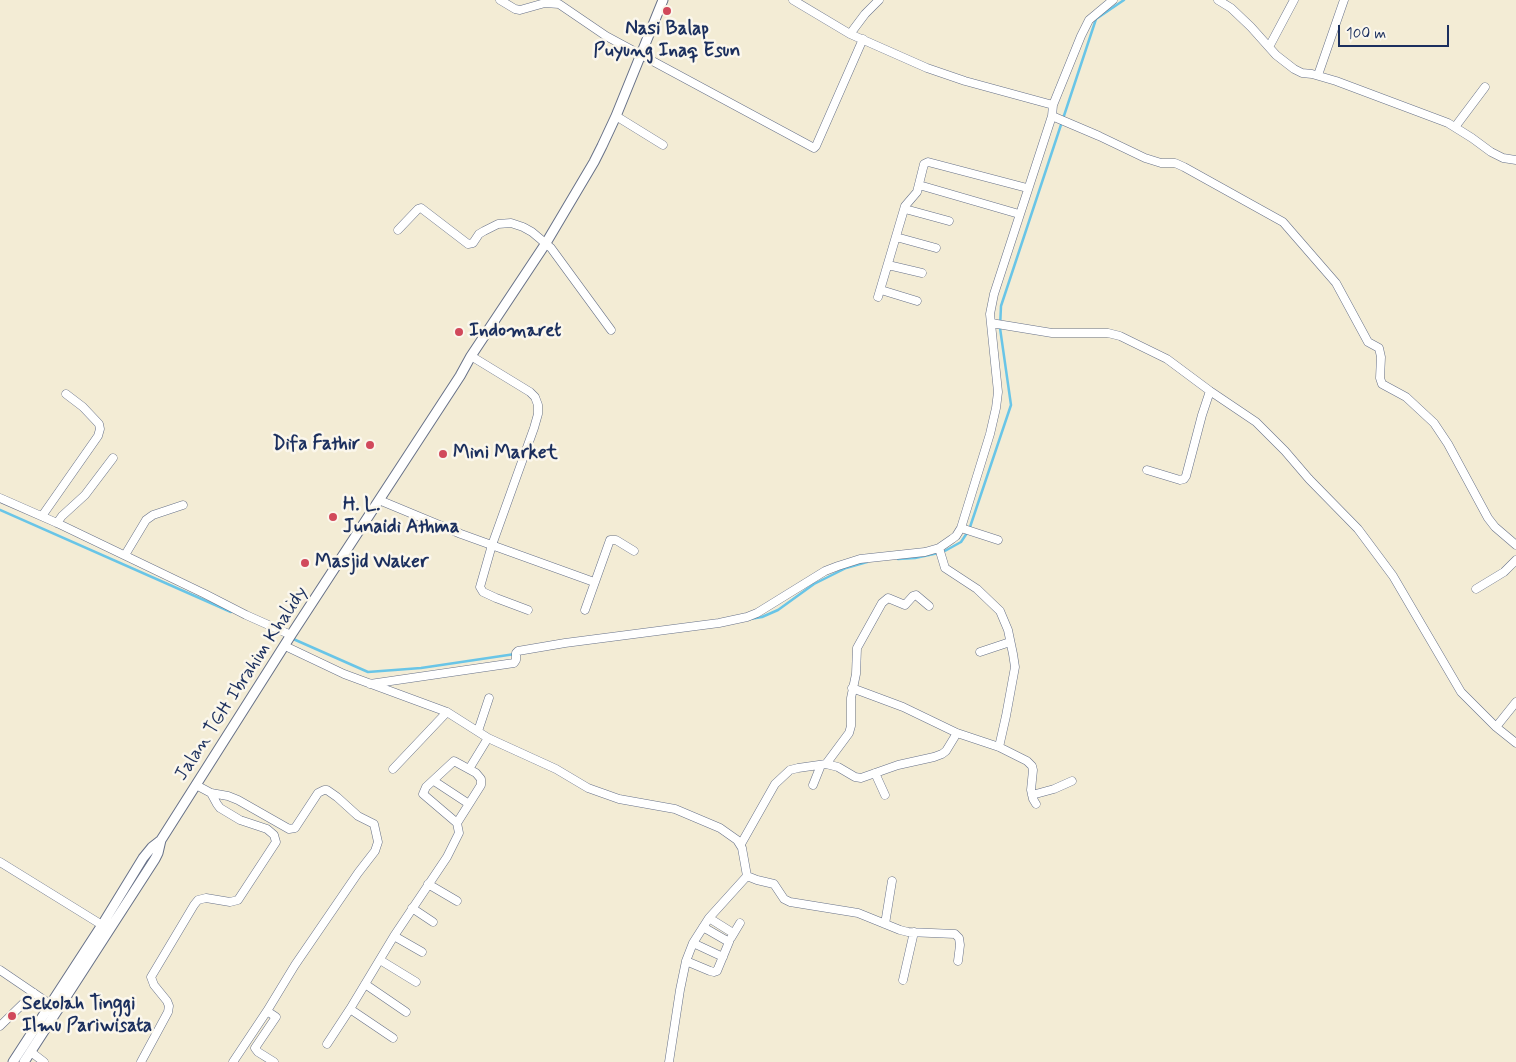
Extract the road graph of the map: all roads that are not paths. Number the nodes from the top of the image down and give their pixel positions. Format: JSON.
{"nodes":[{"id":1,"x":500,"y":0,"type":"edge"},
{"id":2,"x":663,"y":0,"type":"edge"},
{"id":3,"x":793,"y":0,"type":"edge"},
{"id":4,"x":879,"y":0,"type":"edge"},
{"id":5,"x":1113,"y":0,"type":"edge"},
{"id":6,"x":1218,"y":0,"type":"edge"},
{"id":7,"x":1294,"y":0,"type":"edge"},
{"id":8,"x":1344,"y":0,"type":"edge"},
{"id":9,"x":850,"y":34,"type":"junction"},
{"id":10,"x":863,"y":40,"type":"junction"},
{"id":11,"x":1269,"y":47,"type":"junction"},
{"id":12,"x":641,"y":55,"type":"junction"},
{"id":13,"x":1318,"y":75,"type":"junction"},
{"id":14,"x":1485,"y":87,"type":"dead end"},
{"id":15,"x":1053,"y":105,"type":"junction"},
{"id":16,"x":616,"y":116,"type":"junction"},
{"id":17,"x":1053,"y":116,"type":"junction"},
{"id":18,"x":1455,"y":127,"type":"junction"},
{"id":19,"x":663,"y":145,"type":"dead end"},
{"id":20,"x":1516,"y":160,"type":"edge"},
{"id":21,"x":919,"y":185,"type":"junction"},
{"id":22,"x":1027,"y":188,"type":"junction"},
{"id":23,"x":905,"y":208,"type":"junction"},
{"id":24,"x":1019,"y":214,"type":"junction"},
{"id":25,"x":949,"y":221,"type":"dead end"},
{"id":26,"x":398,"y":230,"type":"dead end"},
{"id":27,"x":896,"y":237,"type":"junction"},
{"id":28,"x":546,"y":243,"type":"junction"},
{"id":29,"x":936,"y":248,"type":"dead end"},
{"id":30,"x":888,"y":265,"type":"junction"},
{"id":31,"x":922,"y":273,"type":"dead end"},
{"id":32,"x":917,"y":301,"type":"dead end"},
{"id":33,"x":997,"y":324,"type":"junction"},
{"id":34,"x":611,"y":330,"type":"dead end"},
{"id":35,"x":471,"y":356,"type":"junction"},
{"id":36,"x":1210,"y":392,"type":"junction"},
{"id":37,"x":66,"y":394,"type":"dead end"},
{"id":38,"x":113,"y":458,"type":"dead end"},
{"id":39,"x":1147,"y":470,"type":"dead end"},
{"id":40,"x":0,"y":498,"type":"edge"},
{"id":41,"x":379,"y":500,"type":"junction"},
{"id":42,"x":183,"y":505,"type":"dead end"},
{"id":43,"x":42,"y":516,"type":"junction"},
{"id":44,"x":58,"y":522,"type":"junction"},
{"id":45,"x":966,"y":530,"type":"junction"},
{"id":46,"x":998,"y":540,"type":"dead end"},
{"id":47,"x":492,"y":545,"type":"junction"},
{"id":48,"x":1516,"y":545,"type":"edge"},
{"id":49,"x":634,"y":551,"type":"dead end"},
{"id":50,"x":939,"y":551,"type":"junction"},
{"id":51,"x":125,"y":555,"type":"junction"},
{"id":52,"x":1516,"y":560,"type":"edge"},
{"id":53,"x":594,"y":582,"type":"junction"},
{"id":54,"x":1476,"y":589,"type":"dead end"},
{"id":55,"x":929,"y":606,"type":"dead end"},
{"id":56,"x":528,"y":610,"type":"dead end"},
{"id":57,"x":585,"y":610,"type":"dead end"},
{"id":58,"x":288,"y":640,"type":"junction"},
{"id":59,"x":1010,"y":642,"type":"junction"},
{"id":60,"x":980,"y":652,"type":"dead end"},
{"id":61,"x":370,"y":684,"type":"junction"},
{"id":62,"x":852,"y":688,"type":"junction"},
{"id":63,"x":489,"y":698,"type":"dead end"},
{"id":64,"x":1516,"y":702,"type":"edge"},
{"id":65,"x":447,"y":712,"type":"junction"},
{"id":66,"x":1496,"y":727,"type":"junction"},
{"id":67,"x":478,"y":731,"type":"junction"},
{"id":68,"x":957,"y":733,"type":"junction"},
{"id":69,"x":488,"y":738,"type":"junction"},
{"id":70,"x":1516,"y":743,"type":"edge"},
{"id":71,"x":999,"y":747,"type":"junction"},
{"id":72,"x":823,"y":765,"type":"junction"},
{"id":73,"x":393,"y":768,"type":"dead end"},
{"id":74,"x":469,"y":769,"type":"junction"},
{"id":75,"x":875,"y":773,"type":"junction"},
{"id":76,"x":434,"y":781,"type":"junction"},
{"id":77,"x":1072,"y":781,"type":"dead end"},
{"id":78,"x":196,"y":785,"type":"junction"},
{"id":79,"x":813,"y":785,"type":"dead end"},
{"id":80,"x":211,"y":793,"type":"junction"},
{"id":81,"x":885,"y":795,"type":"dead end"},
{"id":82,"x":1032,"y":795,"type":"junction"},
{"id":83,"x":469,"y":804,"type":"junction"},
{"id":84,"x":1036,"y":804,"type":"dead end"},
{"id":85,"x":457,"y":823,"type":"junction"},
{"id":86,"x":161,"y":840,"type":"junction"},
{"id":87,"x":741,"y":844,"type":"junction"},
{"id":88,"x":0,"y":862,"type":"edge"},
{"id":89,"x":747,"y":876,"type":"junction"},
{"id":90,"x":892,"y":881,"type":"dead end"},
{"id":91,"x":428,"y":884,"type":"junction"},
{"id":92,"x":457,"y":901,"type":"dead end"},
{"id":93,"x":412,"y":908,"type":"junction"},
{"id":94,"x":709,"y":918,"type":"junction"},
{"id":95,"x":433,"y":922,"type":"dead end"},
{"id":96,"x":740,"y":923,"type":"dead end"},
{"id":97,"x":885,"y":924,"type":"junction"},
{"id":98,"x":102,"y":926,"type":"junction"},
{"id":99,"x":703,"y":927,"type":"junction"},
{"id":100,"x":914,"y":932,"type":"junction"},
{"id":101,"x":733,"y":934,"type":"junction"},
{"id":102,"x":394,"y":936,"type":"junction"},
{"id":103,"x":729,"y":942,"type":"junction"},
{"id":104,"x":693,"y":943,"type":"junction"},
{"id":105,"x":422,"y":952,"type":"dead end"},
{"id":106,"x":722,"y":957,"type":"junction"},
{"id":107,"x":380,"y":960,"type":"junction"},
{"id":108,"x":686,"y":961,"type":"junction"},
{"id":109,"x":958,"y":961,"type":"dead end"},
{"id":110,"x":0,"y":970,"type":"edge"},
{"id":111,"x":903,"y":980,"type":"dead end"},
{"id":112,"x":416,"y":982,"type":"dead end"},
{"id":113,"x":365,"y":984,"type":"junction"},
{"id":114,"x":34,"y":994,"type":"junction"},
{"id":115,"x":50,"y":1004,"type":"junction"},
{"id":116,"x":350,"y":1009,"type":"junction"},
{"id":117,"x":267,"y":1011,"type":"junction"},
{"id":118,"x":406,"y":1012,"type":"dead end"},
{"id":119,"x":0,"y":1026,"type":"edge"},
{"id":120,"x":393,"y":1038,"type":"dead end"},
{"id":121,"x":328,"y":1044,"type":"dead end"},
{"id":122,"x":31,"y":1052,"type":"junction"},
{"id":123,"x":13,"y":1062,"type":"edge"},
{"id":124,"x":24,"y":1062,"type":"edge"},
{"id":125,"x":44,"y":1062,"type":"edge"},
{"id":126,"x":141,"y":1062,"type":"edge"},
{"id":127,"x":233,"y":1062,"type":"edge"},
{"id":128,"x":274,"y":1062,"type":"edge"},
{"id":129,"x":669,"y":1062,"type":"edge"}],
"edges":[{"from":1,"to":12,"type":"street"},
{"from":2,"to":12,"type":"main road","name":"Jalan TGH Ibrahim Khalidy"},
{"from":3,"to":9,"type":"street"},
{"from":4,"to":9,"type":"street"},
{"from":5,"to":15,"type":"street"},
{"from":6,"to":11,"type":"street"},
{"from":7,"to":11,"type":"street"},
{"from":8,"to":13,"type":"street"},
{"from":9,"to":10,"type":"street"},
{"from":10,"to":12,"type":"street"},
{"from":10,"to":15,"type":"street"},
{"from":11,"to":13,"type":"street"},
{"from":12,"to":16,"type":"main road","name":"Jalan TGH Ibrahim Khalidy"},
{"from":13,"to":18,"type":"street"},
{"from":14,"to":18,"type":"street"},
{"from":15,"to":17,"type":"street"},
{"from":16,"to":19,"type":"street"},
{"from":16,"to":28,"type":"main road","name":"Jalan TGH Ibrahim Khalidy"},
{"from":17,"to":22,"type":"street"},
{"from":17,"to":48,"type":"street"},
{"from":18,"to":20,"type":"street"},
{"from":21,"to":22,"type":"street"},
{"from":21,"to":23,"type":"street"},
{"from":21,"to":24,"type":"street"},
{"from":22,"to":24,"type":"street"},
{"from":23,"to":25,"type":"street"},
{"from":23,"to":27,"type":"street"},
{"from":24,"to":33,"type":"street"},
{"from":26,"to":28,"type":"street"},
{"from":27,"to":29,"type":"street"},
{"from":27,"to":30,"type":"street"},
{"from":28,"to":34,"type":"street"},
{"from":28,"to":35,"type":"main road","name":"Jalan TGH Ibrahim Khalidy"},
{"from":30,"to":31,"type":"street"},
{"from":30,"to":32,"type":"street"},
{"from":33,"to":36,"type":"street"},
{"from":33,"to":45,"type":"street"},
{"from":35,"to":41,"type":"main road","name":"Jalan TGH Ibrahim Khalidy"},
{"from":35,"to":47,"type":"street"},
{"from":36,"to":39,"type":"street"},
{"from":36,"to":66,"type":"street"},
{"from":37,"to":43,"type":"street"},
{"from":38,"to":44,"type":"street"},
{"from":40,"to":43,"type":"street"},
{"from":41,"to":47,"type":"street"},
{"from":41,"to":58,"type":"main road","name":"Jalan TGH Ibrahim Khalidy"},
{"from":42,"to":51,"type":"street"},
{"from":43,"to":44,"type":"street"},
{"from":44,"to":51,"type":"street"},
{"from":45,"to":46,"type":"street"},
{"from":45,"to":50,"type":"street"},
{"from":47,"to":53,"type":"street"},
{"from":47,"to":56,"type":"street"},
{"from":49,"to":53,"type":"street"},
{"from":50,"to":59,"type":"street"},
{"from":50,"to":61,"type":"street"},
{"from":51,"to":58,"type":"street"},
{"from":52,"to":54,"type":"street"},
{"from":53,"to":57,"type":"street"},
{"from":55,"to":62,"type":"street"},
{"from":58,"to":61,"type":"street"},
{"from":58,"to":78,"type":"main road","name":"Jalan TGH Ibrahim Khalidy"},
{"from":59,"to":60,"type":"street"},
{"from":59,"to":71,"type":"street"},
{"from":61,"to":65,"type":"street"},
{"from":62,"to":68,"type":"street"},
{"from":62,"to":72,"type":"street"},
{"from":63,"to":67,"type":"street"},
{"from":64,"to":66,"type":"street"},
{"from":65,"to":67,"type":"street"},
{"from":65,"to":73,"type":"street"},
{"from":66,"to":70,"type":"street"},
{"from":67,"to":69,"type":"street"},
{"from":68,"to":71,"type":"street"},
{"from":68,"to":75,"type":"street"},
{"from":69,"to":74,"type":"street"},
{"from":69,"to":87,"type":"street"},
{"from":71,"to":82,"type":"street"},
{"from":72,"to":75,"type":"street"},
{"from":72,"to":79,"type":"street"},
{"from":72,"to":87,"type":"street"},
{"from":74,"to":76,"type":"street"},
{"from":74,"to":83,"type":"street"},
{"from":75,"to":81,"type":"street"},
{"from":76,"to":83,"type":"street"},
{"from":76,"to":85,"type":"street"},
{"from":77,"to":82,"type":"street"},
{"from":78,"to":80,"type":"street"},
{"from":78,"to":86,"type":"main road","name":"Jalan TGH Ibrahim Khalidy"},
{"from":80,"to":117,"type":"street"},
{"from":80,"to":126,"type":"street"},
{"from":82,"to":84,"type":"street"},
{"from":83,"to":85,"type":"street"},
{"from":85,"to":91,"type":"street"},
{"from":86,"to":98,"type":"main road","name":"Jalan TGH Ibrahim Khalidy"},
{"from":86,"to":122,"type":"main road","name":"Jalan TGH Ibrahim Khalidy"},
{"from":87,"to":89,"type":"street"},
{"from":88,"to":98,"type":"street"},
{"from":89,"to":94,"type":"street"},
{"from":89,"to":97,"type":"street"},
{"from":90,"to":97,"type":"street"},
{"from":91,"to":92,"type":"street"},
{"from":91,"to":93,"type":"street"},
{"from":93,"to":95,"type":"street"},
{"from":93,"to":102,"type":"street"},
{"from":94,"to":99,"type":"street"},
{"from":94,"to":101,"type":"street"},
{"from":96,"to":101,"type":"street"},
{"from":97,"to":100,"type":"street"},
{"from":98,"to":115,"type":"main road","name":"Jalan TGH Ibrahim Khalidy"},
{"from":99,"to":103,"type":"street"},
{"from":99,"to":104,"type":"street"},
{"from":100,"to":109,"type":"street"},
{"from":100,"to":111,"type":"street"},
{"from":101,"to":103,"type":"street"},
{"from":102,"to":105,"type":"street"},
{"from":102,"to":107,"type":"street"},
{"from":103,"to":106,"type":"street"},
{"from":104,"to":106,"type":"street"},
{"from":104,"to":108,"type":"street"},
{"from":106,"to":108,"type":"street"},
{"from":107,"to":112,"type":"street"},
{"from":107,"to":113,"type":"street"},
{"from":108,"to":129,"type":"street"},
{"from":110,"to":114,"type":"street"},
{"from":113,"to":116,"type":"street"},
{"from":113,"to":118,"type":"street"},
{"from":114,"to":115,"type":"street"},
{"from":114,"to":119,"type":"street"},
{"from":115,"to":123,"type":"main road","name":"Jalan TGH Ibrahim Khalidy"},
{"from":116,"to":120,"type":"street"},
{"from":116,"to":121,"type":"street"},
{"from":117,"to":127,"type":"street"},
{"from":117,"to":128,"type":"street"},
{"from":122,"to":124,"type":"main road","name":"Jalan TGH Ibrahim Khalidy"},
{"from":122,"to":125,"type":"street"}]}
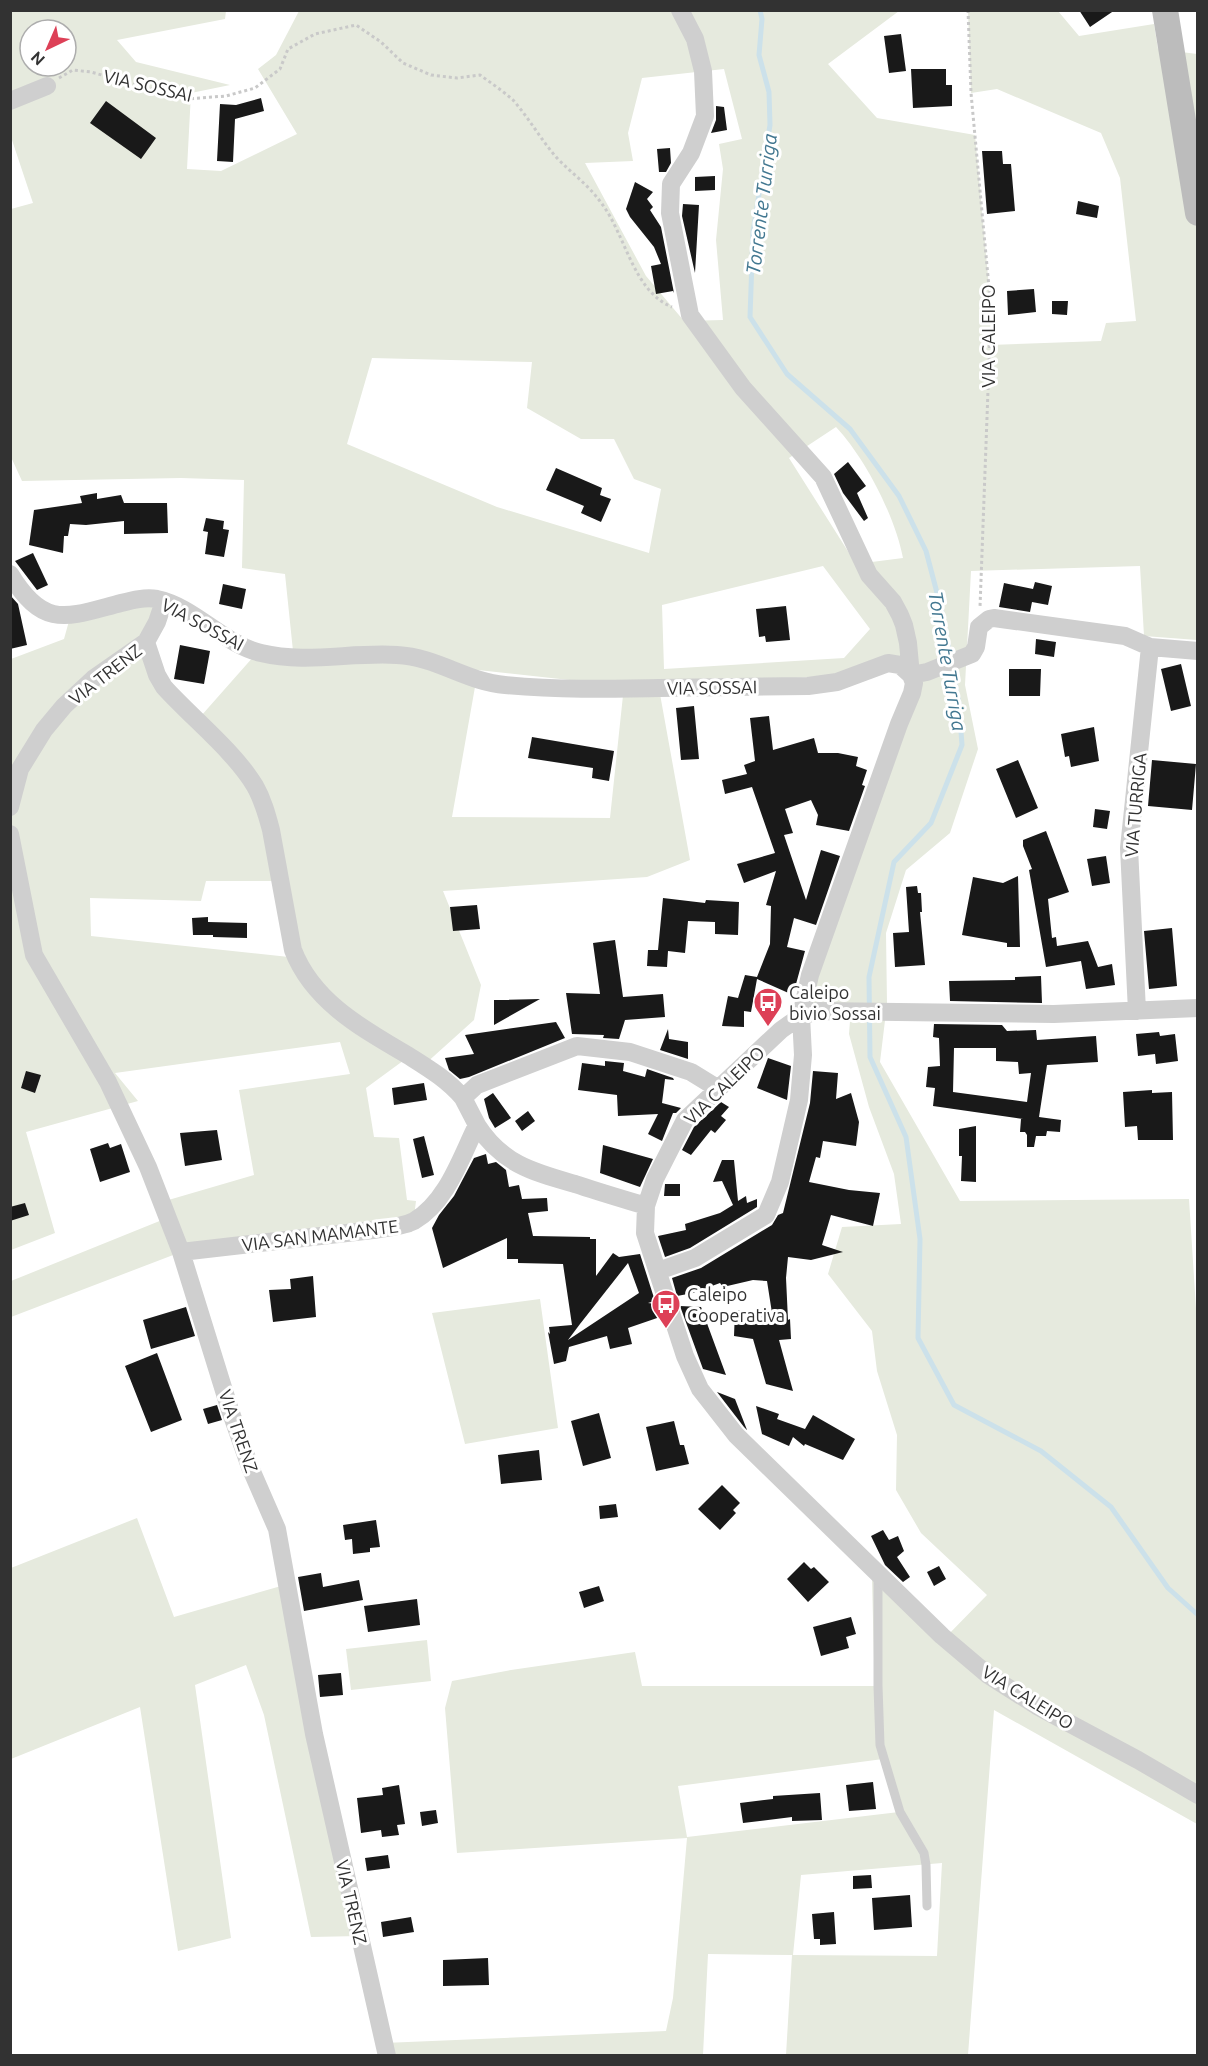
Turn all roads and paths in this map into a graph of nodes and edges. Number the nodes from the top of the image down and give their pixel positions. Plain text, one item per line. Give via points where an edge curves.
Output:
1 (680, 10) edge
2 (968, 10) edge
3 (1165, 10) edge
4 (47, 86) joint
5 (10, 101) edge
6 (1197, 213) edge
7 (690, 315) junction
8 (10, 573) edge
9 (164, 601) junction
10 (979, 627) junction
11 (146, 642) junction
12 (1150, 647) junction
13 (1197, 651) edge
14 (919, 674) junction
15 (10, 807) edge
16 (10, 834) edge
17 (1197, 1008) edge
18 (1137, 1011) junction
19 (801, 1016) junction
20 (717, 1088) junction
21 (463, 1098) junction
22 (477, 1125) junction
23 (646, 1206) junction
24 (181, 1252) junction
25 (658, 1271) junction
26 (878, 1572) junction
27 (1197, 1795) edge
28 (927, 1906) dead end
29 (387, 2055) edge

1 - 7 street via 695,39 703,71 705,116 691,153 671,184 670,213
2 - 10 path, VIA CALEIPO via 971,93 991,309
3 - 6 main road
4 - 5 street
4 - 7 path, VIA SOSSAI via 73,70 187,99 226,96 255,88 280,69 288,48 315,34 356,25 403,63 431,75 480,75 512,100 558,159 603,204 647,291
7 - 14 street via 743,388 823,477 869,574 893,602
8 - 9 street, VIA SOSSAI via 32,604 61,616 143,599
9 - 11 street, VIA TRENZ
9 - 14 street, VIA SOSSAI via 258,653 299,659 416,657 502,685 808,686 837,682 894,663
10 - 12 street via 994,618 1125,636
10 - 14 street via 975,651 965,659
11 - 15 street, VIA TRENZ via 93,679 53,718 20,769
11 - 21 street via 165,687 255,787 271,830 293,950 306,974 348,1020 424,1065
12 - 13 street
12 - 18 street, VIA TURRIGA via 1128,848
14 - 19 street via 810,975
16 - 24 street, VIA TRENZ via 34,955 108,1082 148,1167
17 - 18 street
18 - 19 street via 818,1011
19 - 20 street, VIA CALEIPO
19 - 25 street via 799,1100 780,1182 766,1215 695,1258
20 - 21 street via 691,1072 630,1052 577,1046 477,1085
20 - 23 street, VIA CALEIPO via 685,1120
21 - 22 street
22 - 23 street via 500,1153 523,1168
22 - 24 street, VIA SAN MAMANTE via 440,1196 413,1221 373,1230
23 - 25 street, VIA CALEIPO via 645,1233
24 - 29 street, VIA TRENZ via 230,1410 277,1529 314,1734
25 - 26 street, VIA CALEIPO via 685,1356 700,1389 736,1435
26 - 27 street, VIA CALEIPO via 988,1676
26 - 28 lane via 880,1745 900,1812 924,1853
· · ·
*To do*: Counting only lines that hold the string "SOSSAI", give the number of such lines in the records. Write nothing else.

*Completed exercise*: 3